## What you are asked to do
Leaving the pictures aside, reproduce the data in full and word for word.

## Source material
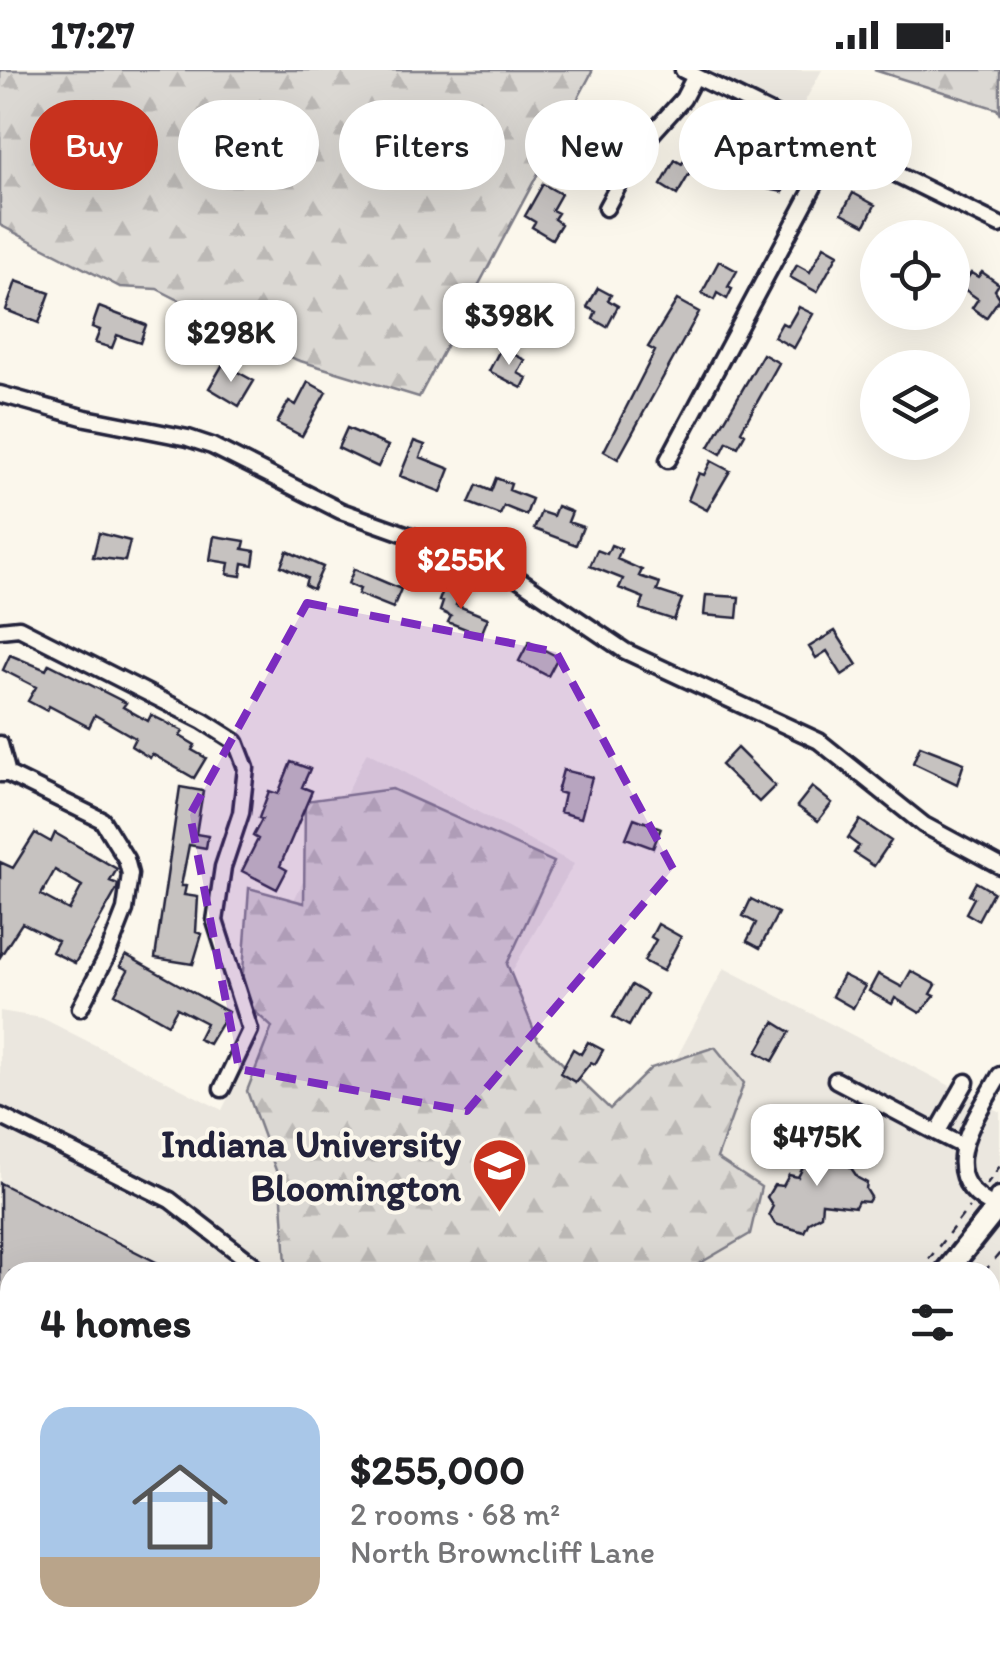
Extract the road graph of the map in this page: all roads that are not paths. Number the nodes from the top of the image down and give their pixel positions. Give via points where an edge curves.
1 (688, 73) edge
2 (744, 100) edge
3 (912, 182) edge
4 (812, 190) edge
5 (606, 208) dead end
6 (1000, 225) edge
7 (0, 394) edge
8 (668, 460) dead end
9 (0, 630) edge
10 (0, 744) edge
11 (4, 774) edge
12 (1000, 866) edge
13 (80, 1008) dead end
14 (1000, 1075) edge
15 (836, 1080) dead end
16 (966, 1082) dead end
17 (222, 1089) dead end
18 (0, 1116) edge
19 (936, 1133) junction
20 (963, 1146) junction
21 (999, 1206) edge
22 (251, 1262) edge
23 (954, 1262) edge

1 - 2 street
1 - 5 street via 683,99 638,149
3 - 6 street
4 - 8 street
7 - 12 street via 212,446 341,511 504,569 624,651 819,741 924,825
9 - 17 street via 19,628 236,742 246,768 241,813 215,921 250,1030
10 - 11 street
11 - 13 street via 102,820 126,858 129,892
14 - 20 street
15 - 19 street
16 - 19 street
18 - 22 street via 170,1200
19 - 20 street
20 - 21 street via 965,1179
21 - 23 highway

## Result of this task
Extract the road graph of the map in this page: all roads that are not paths. Number the nodes from the top of the image down and give their pixel positions. Give via points where an edge curves.
1 (688, 73) edge
2 (744, 100) edge
3 (912, 182) edge
4 (812, 190) edge
5 (606, 208) dead end
6 (1000, 225) edge
7 (0, 394) edge
8 (668, 460) dead end
9 (0, 630) edge
10 (0, 744) edge
11 (4, 774) edge
12 (1000, 866) edge
13 (80, 1008) dead end
14 (1000, 1075) edge
15 (836, 1080) dead end
16 (966, 1082) dead end
17 (222, 1089) dead end
18 (0, 1116) edge
19 (936, 1133) junction
20 (963, 1146) junction
21 (999, 1206) edge
22 (251, 1262) edge
23 (954, 1262) edge

1 - 2 street
1 - 5 street via 683,99 638,149
3 - 6 street
4 - 8 street
7 - 12 street via 212,446 341,511 504,569 624,651 819,741 924,825
9 - 17 street via 19,628 236,742 246,768 241,813 215,921 250,1030
10 - 11 street
11 - 13 street via 102,820 126,858 129,892
14 - 20 street
15 - 19 street
16 - 19 street
18 - 22 street via 170,1200
19 - 20 street
20 - 21 street via 965,1179
21 - 23 highway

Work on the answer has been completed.